- WORK TASK
Exactly as written, set down every entry once more.

(Stored items)
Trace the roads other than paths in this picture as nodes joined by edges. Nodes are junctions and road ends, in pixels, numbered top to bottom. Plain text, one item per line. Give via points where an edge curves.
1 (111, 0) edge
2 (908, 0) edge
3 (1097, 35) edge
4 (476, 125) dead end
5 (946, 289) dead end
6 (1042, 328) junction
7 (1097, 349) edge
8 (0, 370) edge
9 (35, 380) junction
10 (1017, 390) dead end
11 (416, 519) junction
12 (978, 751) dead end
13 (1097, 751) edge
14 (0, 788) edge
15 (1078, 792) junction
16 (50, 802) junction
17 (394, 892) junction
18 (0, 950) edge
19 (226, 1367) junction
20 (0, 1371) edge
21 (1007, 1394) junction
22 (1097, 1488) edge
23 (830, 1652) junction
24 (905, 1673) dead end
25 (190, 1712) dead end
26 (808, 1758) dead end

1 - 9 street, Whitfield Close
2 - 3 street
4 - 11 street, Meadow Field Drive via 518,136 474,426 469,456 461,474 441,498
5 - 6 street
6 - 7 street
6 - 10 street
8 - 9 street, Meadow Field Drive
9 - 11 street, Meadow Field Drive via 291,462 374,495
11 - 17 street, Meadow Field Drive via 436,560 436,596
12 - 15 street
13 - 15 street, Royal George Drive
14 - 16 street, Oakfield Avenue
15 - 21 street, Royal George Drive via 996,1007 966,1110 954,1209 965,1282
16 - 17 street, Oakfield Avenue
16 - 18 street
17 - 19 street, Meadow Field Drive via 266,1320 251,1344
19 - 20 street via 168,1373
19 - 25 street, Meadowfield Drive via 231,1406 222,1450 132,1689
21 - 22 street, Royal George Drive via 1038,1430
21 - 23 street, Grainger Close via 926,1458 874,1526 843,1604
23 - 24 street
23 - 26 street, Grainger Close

- RESULT FOR THIS EXERCISE
Trace the roads other than paths in this picture as nodes joined by edges. Nodes are junctions and road ends, in pixels, numbered top to bottom. Plain text, one item per line. Give via points where an edge curves.
1 (111, 0) edge
2 (908, 0) edge
3 (1097, 35) edge
4 (476, 125) dead end
5 (946, 289) dead end
6 (1042, 328) junction
7 (1097, 349) edge
8 (0, 370) edge
9 (35, 380) junction
10 (1017, 390) dead end
11 (416, 519) junction
12 (978, 751) dead end
13 (1097, 751) edge
14 (0, 788) edge
15 (1078, 792) junction
16 (50, 802) junction
17 (394, 892) junction
18 (0, 950) edge
19 (226, 1367) junction
20 (0, 1371) edge
21 (1007, 1394) junction
22 (1097, 1488) edge
23 (830, 1652) junction
24 (905, 1673) dead end
25 (190, 1712) dead end
26 (808, 1758) dead end

1 - 9 street, Whitfield Close
2 - 3 street
4 - 11 street, Meadow Field Drive via 518,136 474,426 469,456 461,474 441,498
5 - 6 street
6 - 7 street
6 - 10 street
8 - 9 street, Meadow Field Drive
9 - 11 street, Meadow Field Drive via 291,462 374,495
11 - 17 street, Meadow Field Drive via 436,560 436,596
12 - 15 street
13 - 15 street, Royal George Drive
14 - 16 street, Oakfield Avenue
15 - 21 street, Royal George Drive via 996,1007 966,1110 954,1209 965,1282
16 - 17 street, Oakfield Avenue
16 - 18 street
17 - 19 street, Meadow Field Drive via 266,1320 251,1344
19 - 20 street via 168,1373
19 - 25 street, Meadowfield Drive via 231,1406 222,1450 132,1689
21 - 22 street, Royal George Drive via 1038,1430
21 - 23 street, Grainger Close via 926,1458 874,1526 843,1604
23 - 24 street
23 - 26 street, Grainger Close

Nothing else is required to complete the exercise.